Be on the lookout for each other, lest we stray away from Biblical truth. Be diligent in searching the source, The Bible, when it comes to our church’s teaching and culture, and do not be afraid to challenge when you see something that seems off.

The problem that the medieval church had that got it to the dark place it was before the Reformation, was a constant progression, adding to the scripture. The solution that the reformation provided was not “regression,” but rather “reformation” back to the Word of God, rightly taught.

This is our task as well. Continually holding our beliefs, ideas, practices as a church, and our personal lives up to the Word of God, and reforming ourselves as we see any variance.

We must always be going back to the Bible. We must treasure the gift that the reformers gave us, of unlocking the scriptures from the ivory tower and placing it in our common language. We must honor the sacrifice they made, sometimes at the cost of their life, to allow us to read the very words of God in our own, every day, language. Honor it by reading it regularly, become experts in it. And become expert doers of it.

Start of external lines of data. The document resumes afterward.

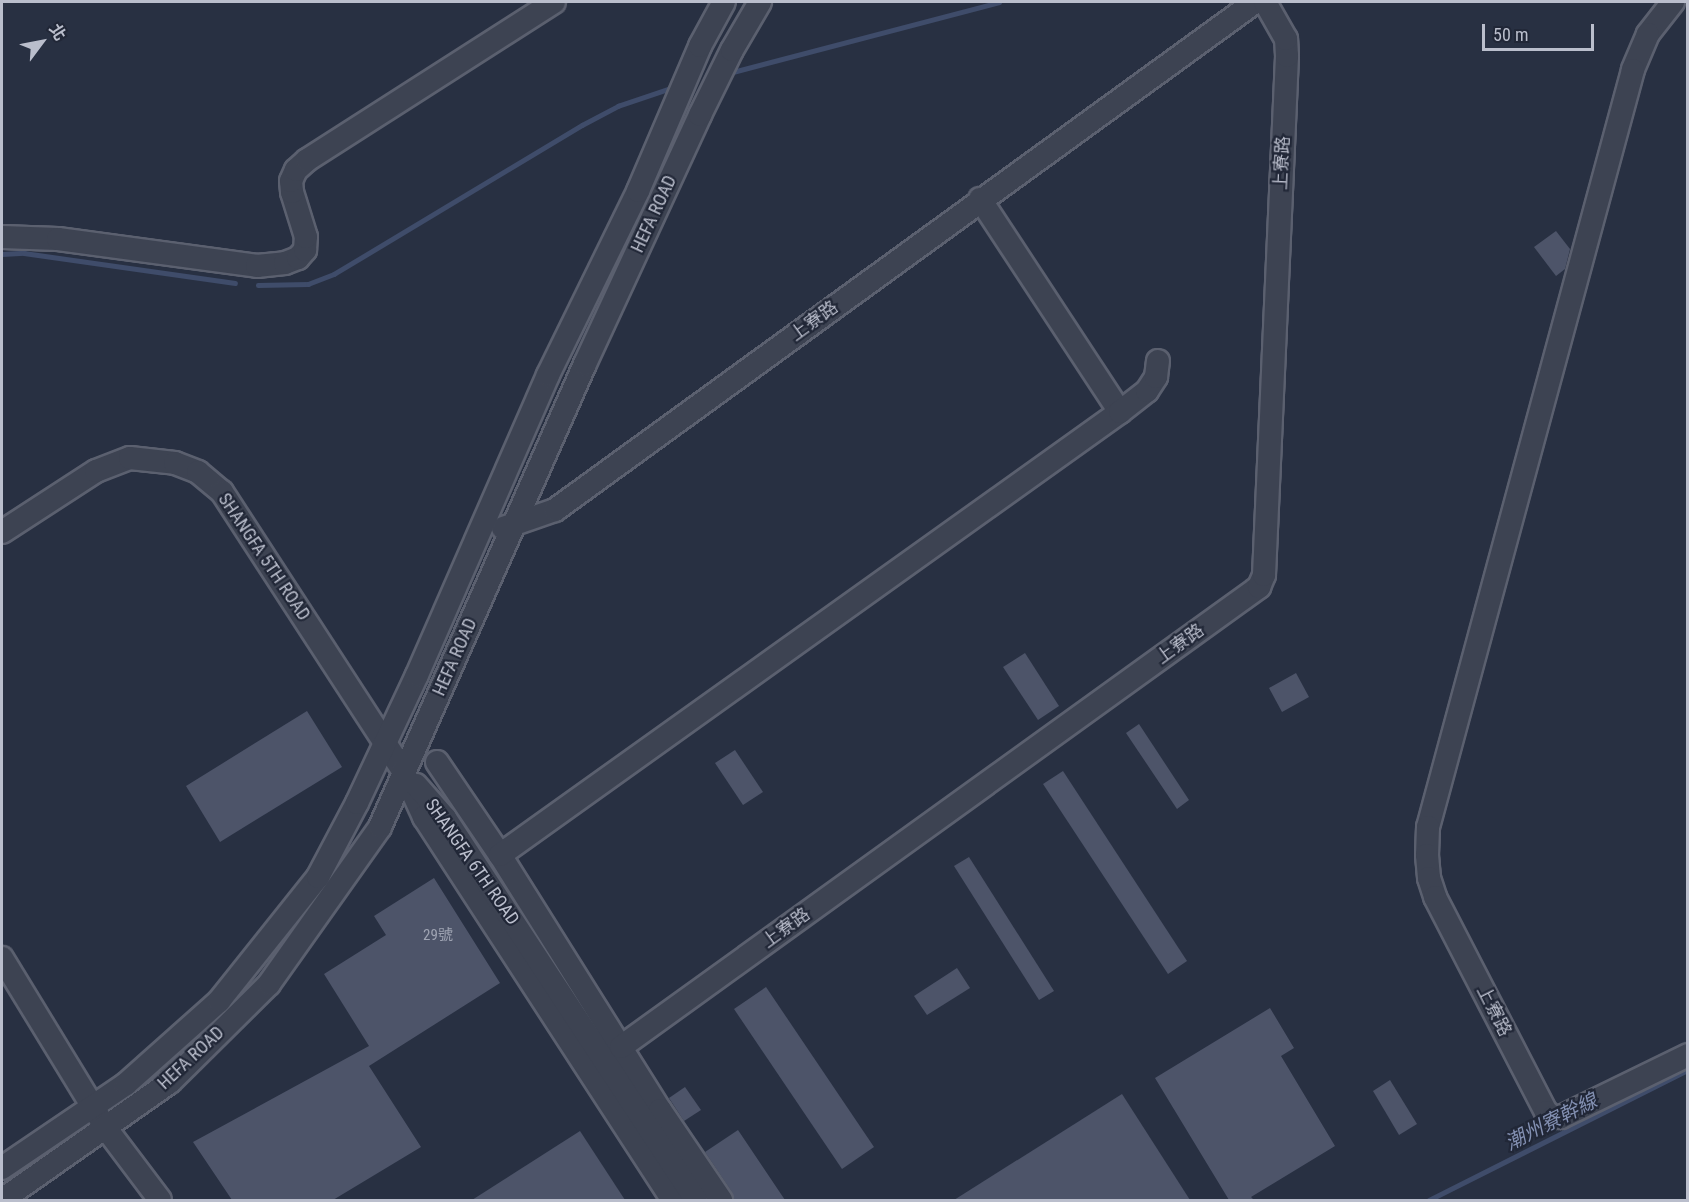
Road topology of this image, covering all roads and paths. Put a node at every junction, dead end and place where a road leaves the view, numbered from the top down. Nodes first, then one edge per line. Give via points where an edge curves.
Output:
1 (554, 2) edge
2 (724, 2) edge
3 (760, 2) edge
4 (1255, 2) edge
5 (1265, 2) edge
6 (1673, 2) edge
7 (980, 199) junction
8 (2, 237) edge
9 (1158, 361) dead end
10 (1120, 412) junction
11 (511, 526) junction
12 (2, 532) edge
13 (478, 534) junction
14 (385, 743) junction
15 (437, 762) dead end
16 (403, 771) junction
17 (500, 855) junction
18 (2, 958) edge
19 (621, 1047) junction
20 (1688, 1055) edge
21 (93, 1107) junction
22 (105, 1127) junction
23 (2, 1168) edge
24 (2, 1200) edge
25 (160, 1200) edge
26 (673, 1200) edge
27 (696, 1200) edge
28 (721, 1200) edge

1 - 8 street via 296,170 292,192 306,237 305,249 298,258 256,266 58,239
2 - 13 street, HEFA ROAD via 700,46 638,191 548,375
3 - 11 street, HEFA ROAD via 700,115
4 - 7 street, 上寮路
5 - 19 street, 上寮路 via 1284,32 1287,56 1264,575 1259,587
6 - 20 street, 上寮路 via 1648,34 1633,70 1428,827 1427,855 1435,897 1546,1112 1562,1117
7 - 10 street
7 - 11 street, 上寮路 via 555,510
9 - 10 street via 1156,377 1147,391
10 - 17 street
11 - 13 street, 上寮路
11 - 16 street, HEFA ROAD
12 - 14 street, SHANGFA 5TH ROAD via 96,471 130,458 175,463 198,472 222,492
13 - 14 street, HEFA ROAD
14 - 16 street, SHANGFA 5TH ROAD
14 - 21 street, HEFA ROAD via 318,878 219,1001 126,1084
15 - 17 street
16 - 22 street, HEFA ROAD via 380,827 270,984 170,1082
16 - 26 street, SHANGFA 6TH ROAD via 424,817
16 - 27 street, SHANGFA 6TH ROAD via 445,818
17 - 19 street
18 - 21 street
19 - 28 street
21 - 22 street
21 - 23 street, HEFA ROAD
22 - 24 street, HEFA ROAD
22 - 25 street

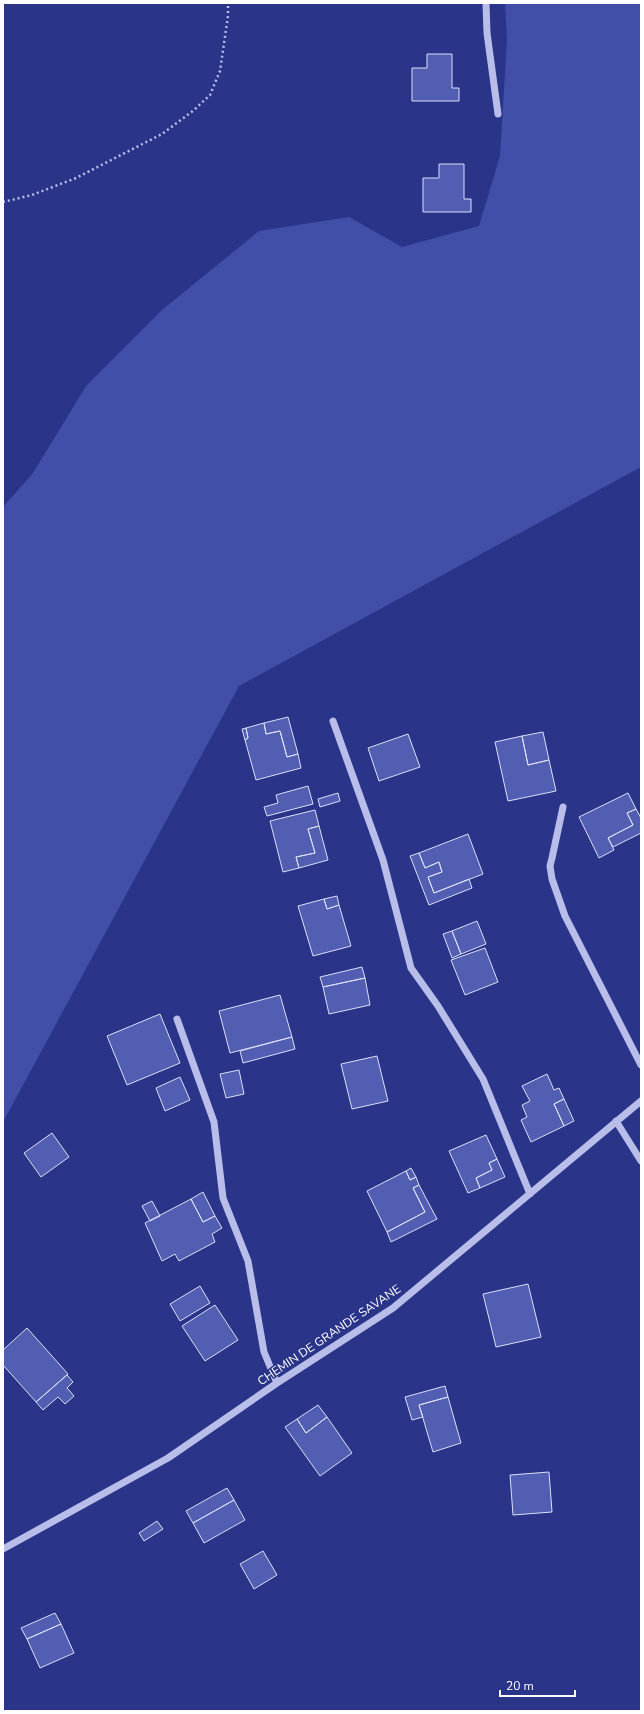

The best way to learn to be an expert in understanding and doing the scriptures: Personally participate and engage in worship – together as a whole church, in small groups from house to house, at home as a family, and personally. This is the other part of the gift the reformers gave us: the unleashed word and the reminder of the early church’s practice of gathering together in large and small groups around it.

And most importantly, the central tenet of the entire reformation: Look to Christ alone.

  • Trust in his love and mercy and grace toward you
  • Trust his finished work
  • Don’t trust your performance > face reality!
  • Don’t trust your conformity to the crowd
  • Don’t trust your track record
    Don’t even trust in your ability to live by the tenets of the reformation successfully.
  • Trust Jesus.
  • Our hope is not found in our right understanding and performance of His teachings, our hope is found in Him and his right performance.